Amarcord
Weylandt, un tributo de sangre para la “carrera rosa”
El belga se convirtió hace once años en el cuarto y, hasta el momento, último ciclista muerto durante la disputa del Giro
Además del título de una célebre película de Juan Antonio Bardem, la muerte de un ciclista –aunque sea la de un profesional en plena carrera– es una noticia que se deglute con más o menos naturalidad. Está asumido que circular a cien kilómetros por hora, velocidad que se alcanza en muchos descensos, sin más chasis que la propia osamenta ni más protección de una chichonera convierte al ciclismo en un deporte de riesgo.
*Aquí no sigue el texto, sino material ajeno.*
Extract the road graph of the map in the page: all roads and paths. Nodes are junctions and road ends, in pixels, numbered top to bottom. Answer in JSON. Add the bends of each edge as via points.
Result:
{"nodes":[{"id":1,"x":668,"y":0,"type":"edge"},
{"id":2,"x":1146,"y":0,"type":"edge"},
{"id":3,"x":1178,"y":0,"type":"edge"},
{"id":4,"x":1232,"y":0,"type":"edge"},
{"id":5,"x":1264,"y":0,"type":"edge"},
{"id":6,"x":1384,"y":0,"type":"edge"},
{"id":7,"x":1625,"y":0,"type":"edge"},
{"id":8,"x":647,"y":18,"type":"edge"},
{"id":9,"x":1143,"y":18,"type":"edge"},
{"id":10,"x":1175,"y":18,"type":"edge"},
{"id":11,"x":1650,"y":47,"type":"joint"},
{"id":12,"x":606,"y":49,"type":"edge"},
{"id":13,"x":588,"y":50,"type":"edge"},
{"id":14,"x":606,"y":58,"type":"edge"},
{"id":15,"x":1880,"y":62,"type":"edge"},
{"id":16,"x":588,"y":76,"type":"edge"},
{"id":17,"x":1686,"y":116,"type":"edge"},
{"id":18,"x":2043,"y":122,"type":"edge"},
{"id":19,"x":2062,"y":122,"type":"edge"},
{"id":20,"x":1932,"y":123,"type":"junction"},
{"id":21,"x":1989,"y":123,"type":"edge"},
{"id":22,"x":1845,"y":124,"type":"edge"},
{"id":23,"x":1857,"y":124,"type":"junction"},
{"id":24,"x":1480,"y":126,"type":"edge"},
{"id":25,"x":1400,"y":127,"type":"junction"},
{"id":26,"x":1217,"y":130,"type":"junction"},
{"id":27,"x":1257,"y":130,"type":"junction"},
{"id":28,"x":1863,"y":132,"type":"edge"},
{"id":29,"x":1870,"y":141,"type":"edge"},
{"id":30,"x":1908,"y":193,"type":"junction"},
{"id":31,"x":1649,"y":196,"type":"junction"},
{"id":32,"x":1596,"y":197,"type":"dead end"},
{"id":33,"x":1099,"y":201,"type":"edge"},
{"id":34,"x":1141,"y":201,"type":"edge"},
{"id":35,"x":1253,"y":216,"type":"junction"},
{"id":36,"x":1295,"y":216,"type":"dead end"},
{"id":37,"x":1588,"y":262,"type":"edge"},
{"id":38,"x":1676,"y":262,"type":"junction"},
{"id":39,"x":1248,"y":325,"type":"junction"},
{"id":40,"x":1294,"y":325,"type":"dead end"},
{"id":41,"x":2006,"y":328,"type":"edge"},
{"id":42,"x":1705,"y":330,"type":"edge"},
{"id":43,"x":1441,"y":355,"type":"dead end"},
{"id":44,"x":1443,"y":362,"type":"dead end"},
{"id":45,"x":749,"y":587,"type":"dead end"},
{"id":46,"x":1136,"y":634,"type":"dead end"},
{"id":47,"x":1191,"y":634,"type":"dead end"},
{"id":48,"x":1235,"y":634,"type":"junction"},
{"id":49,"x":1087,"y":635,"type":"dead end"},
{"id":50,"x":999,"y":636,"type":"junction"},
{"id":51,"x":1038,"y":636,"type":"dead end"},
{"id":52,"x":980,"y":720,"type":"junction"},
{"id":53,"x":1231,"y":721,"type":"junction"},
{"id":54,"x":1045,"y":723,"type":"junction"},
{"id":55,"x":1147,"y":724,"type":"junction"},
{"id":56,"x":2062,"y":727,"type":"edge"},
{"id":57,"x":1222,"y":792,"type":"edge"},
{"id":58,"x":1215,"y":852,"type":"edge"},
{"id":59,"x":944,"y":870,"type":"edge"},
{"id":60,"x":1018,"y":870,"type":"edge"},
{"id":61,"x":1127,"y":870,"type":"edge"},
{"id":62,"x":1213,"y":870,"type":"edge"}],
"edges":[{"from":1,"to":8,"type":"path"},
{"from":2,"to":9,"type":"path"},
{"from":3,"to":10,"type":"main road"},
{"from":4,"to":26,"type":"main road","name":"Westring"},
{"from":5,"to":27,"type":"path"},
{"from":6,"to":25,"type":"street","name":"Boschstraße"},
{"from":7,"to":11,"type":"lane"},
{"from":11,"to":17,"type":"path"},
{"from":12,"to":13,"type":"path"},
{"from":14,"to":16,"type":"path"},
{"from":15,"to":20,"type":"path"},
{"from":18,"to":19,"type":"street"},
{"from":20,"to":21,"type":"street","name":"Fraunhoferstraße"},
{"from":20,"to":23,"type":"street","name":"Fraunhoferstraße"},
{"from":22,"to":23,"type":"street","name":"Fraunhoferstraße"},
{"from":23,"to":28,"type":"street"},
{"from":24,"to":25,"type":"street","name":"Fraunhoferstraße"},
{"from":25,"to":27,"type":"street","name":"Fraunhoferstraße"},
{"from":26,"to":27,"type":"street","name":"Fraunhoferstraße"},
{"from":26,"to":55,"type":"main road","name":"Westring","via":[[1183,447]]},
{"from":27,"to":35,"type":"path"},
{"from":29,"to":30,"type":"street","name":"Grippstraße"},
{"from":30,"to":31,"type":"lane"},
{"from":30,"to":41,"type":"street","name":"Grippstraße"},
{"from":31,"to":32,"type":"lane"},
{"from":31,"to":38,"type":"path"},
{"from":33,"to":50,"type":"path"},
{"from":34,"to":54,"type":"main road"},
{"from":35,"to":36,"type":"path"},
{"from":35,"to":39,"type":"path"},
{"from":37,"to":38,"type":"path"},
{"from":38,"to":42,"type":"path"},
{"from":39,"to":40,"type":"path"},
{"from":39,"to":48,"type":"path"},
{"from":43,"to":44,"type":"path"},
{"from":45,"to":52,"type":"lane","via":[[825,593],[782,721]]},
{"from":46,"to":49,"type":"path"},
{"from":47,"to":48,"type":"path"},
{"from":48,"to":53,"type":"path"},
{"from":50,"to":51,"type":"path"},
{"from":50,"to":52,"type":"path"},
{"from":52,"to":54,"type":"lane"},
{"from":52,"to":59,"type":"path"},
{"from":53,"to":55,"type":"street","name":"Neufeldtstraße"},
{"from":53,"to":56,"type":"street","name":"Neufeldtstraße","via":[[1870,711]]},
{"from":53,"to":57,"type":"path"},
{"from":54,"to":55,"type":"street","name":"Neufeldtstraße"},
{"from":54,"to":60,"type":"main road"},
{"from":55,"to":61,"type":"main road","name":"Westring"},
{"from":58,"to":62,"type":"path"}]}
La caída, para el esforzado de la ruta, es un gaje del oficio. Y la caída con consecuencias graves, una fatalidad que siempre está presente igual que jamás desaparece la cornada del imaginario del torero.
A sus tiernos 26 años, Wouter Weylandt ya estaba bastante bragado en el ciclismo profesional como para ignorar los peligros de lanzarse a toda pastilla ladera abajo. Los descensos así se denominan tópicamente «a tumba abierta» y no es en vano. El corredor belga, a quien su poderoso rodar le valía el mote de «Tranvía de Gante», buscaba su primera victoria en el equipo Trek-Leopard, por el que había fichado tras unos años de éxito en el Quick Step, trece triunfos con muescas en pruebas del World Tour como el Giro, la Vuelta y el Tour del Benelux. En la tercera etapa de la ronda italiana de 2011, todo terminó.
El viaje de Reggio Emilia a Rapallo estaba destinado, tras la contrarreloj inicial y el esprint de la víspera, a las escapadas. Triunfó en meta el maño Ángel Vicioso, enrolado aquel año en el Androni italiano, al imponer su punta de velocidad sobre un grupeto de nueve ciclistas fugados a diez kilómetros de meta, en la subida a la ermita de la Madonna delle Grazie. Media hora antes, el pelotón había pasado por el Passo del Bosco, más una tachuela que un puerto, en cuyo descenso cayó Wouter Weylandt. El belga bajaba nervioso porque había perdido el vagón bueno en la subida, viró en una curva y voló veinte metros hasta estrellarse de cabeza contra el asfalto. Murió en el acto.
Giovanni Tredici, que acababa de atender al primer ciclista fallecido en sus 29 años como médico principal del Giro, declaró que «a los 30 o 40 segundos de la caída, ya estábamos con él. Le atendimos los 45 minutos que ordena el protocolo, pero con el convencimiento de que no podríamos hacer nada por revivirlo. Sufría una fractura frontal del cráneo, con gran pérdida de sangre y también con pérdida de masa cerebral. Había quedado seco del golpe». La etapa del día siguiente, de Quarto dei Mille a Livorno, discurrió neutralizada en señal de luto y el estadounidense Tyler Farrar, su mejor amigo en el pelotón, cruzó la meta el primero. Desde entonces, nadie porta en el Giro el dorsal 108, el que llevaba Wouter Weylandt cuando se cayó.
Weylandt fue la primera víctima mortal del Giro desde 1986, la cuarta en total. El primero había sido el italiano Orfeo Ponsin, que se estampó contra un árbol (1952) y el más reciente era su compatriota Emilio Ravasio, quien se levantó y llegó a la meta tras caer en la primera etapa pero falleció a las pocas horas víctima de una hemorragia cerebral. Entre ambos, el cántabro Juan Manuel Santisteban murió camino de Acireale, en Sicilia, tras golpearse con el quitamiedos de la carretera.
Español como Santisteban fue Paco Cepeda, el primero de los tres ciclistas muertos durante el Tour de Francia. El vizcaíno de Sopuerta se despeñó por un precipicio alpino, en la bajada del Galibier (1935), y abrió la lista negra de una carrera que también segó la vida del británico Tom Simpson, víctima de un infarto en las rampas del Mont Ventoux (1967), y el italiano Fabio Casartelli, campeón olímpico en Barcelona 92 y que perdió la vida tres años después, al golpearse en la cabeza con un pretil en el descenso de un «col» pirenaico. La Vuelta a España es la única de las tres grandes rondas ciclistas que no se ha cobrado ninguna vida. Que siga así por muchos años.